(Exercise details): Without any of their pictures, return all of the records exactly.

Dataset entries:
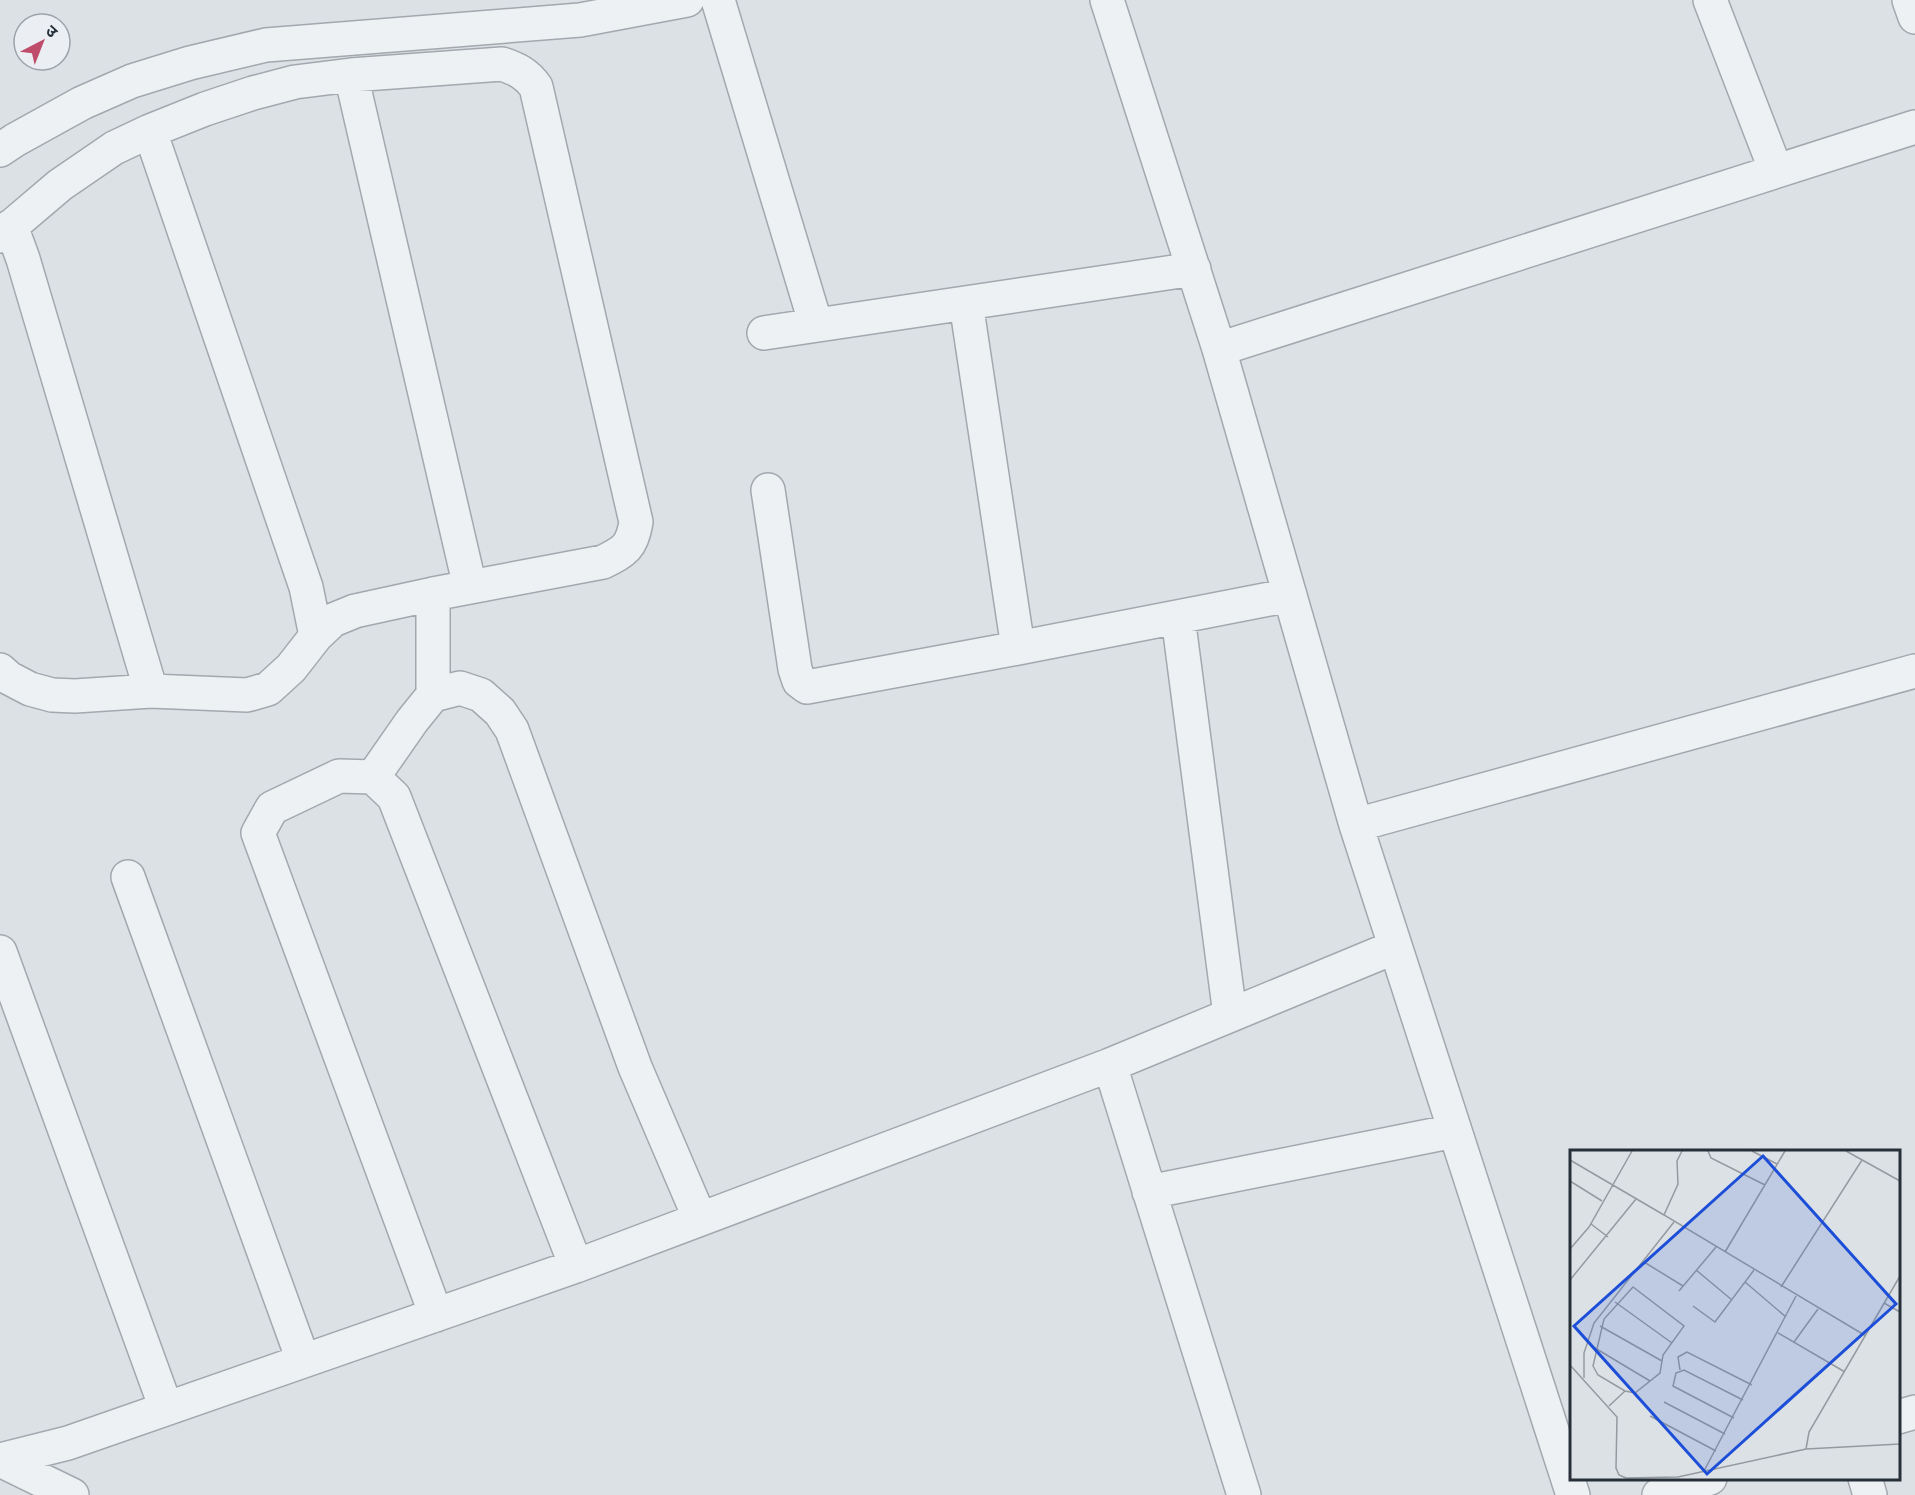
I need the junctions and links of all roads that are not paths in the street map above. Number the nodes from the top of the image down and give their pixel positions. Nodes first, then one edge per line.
1 (687, 0) edge
2 (718, 0) edge
3 (1107, 0) edge
4 (1710, 0) edge
5 (1909, 0) edge
6 (1915, 17) edge
7 (351, 75) junction
8 (1915, 127) edge
9 (150, 131) junction
10 (0, 150) edge
11 (1776, 171) junction
12 (6, 231) edge
13 (1194, 269) junction
14 (966, 303) junction
15 (816, 325) junction
16 (764, 333) dead end
17 (1219, 349) junction
18 (768, 490) dead end
19 (470, 587) junction
20 (434, 594) junction
21 (1290, 595) junction
22 (1178, 617) junction
23 (316, 636) junction
24 (1018, 648) junction
25 (0, 670) edge
26 (1915, 671) edge
27 (152, 692) junction
28 (433, 695) junction
29 (373, 777) junction
30 (1356, 825) junction
31 (128, 877) dead end
32 (1395, 947) junction
33 (0, 952) edge
34 (1230, 1015) junction
35 (1110, 1065) junction
36 (1454, 1131) junction
37 (1149, 1192) junction
38 (700, 1219) junction
39 (576, 1266) junction
40 (436, 1315) junction
41 (303, 1360) junction
42 (166, 1408) junction
43 (1915, 1412) edge
44 (1900, 1417) edge
45 (0, 1460) edge
46 (1707, 1480) edge
47 (1865, 1480) edge
48 (72, 1495) edge
49 (1244, 1495) edge
50 (1573, 1495) edge
51 (1659, 1495) edge
52 (1870, 1495) edge

1 - 10 street
2 - 15 street
3 - 13 street
4 - 11 street
5 - 6 street
7 - 9 street
7 - 19 street
7 - 19 street
8 - 11 street
9 - 12 street
9 - 23 street
11 - 17 street
12 - 27 street
13 - 14 street
13 - 17 street
14 - 15 street
14 - 24 street
15 - 16 street
17 - 21 street
18 - 24 street
19 - 20 street
20 - 23 street
20 - 28 street
21 - 22 street
21 - 30 street
22 - 24 street
22 - 34 street
23 - 27 street
25 - 27 street
26 - 30 street
28 - 29 street
28 - 38 street
29 - 39 street
29 - 40 street
30 - 32 street
31 - 41 street
32 - 34 street
32 - 36 street
33 - 42 street
34 - 35 street
35 - 37 street
35 - 38 street
36 - 37 street
36 - 50 street
37 - 49 street
38 - 39 street
39 - 40 street
40 - 41 street
41 - 42 street
42 - 45 street
43 - 44 street
45 - 48 street
46 - 51 street
47 - 52 street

(Response to this exercise):
I need the junctions and links of all roads that are not paths in the street map above. Number the nodes from the top of the image down and give their pixel positions. Nodes first, then one edge per line.
1 (687, 0) edge
2 (718, 0) edge
3 (1107, 0) edge
4 (1710, 0) edge
5 (1909, 0) edge
6 (1915, 17) edge
7 (351, 75) junction
8 (1915, 127) edge
9 (150, 131) junction
10 (0, 150) edge
11 (1776, 171) junction
12 (6, 231) edge
13 (1194, 269) junction
14 (966, 303) junction
15 (816, 325) junction
16 (764, 333) dead end
17 (1219, 349) junction
18 (768, 490) dead end
19 (470, 587) junction
20 (434, 594) junction
21 (1290, 595) junction
22 (1178, 617) junction
23 (316, 636) junction
24 (1018, 648) junction
25 (0, 670) edge
26 (1915, 671) edge
27 (152, 692) junction
28 (433, 695) junction
29 (373, 777) junction
30 (1356, 825) junction
31 (128, 877) dead end
32 (1395, 947) junction
33 (0, 952) edge
34 (1230, 1015) junction
35 (1110, 1065) junction
36 (1454, 1131) junction
37 (1149, 1192) junction
38 (700, 1219) junction
39 (576, 1266) junction
40 (436, 1315) junction
41 (303, 1360) junction
42 (166, 1408) junction
43 (1915, 1412) edge
44 (1900, 1417) edge
45 (0, 1460) edge
46 (1707, 1480) edge
47 (1865, 1480) edge
48 (72, 1495) edge
49 (1244, 1495) edge
50 (1573, 1495) edge
51 (1659, 1495) edge
52 (1870, 1495) edge

1 - 10 street
2 - 15 street
3 - 13 street
4 - 11 street
5 - 6 street
7 - 9 street
7 - 19 street
7 - 19 street
8 - 11 street
9 - 12 street
9 - 23 street
11 - 17 street
12 - 27 street
13 - 14 street
13 - 17 street
14 - 15 street
14 - 24 street
15 - 16 street
17 - 21 street
18 - 24 street
19 - 20 street
20 - 23 street
20 - 28 street
21 - 22 street
21 - 30 street
22 - 24 street
22 - 34 street
23 - 27 street
25 - 27 street
26 - 30 street
28 - 29 street
28 - 38 street
29 - 39 street
29 - 40 street
30 - 32 street
31 - 41 street
32 - 34 street
32 - 36 street
33 - 42 street
34 - 35 street
35 - 37 street
35 - 38 street
36 - 37 street
36 - 50 street
37 - 49 street
38 - 39 street
39 - 40 street
40 - 41 street
41 - 42 street
42 - 45 street
43 - 44 street
45 - 48 street
46 - 51 street
47 - 52 street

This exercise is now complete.